Check out enpass. Small, one time payment per platform. (Free for certain usage). It is a native client that supports sync. It also works well cross-platform, including linux. The mobile clients are also good.
I wasn't happy with how shady they were around their security audit or the fact they redesigned their entire program that made it super clunky and broke my workflow. I had been using Enpass since 2014 maybe 2013. I had even purchased a lifetime license. I didn't like the idea of a closed source password manager but never found anything better than Enpass. I wouldn't personally recommend it to anyone, even when I was using it, because of it being closed-source.
I've since moved to a self-hosted Bitwarden . Open source and free and weren't shady with their security audit.

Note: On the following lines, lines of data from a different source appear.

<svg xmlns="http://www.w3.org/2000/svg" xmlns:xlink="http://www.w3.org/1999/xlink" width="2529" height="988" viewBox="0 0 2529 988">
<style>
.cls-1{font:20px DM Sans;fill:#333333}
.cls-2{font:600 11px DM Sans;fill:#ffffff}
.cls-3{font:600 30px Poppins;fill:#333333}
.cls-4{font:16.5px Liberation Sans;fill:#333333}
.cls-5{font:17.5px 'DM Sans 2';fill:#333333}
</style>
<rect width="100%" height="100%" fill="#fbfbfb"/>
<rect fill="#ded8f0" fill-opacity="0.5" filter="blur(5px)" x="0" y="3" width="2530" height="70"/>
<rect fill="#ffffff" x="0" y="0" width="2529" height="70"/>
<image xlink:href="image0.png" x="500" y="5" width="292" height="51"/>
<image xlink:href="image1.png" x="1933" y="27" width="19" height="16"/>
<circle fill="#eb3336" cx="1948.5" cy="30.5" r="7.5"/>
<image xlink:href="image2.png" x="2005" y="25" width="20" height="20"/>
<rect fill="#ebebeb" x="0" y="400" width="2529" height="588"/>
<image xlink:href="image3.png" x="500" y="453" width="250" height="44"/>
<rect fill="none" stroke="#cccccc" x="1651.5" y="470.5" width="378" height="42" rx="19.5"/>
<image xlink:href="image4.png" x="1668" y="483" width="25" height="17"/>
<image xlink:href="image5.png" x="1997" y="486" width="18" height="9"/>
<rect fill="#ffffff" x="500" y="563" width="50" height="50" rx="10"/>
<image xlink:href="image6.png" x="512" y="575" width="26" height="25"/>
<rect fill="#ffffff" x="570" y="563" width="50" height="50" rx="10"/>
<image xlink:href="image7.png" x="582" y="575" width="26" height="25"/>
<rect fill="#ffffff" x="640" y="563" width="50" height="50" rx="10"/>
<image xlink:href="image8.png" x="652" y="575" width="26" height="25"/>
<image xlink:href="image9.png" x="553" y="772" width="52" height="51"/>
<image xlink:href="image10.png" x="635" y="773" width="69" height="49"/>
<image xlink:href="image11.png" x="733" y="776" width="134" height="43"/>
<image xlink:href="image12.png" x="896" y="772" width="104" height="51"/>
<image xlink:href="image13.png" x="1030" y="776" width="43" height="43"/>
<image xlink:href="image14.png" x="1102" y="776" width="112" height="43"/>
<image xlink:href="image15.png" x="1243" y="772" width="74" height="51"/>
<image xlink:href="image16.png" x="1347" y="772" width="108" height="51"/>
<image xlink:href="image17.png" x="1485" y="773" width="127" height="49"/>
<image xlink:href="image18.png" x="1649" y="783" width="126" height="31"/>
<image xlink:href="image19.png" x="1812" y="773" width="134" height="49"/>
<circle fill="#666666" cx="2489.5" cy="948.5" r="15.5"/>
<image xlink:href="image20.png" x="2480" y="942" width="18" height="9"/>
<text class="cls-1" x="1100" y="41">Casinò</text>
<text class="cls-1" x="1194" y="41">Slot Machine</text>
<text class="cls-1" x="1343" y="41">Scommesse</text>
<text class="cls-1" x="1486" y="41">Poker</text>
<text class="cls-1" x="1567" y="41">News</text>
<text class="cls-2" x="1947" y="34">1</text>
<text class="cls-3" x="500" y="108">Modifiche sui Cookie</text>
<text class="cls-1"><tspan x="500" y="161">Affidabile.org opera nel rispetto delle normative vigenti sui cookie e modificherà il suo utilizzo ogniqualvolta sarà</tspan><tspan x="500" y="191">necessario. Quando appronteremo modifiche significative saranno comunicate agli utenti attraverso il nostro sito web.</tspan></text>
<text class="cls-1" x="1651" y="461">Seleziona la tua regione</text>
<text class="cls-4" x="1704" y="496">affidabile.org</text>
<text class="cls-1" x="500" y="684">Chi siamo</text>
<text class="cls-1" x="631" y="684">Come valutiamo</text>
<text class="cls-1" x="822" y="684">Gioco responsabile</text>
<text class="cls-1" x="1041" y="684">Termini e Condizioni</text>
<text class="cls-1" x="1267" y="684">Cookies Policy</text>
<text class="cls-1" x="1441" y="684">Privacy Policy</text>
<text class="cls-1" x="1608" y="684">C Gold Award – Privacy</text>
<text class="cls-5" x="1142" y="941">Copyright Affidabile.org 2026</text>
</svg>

It was everything leading up to the audit really and some issues with the audit itself as pointed out by a user in a long-running forum thread about the need for an audit . I share most of the concerns in the 3rd paragraph in regards to the audit - it seemed focused on restoring or capturing the master password and made no mention of countless other attack vectors that may or may not be problems.
Compare their security audit with the one provided for Bitwarden .
Lastpass all the way, perfect (for me) Chrome and iOS integration. On top of that, I enable 2FA whenever possible, and every couple months I export my Lastpass data on a couple USB keys (they offer csv export).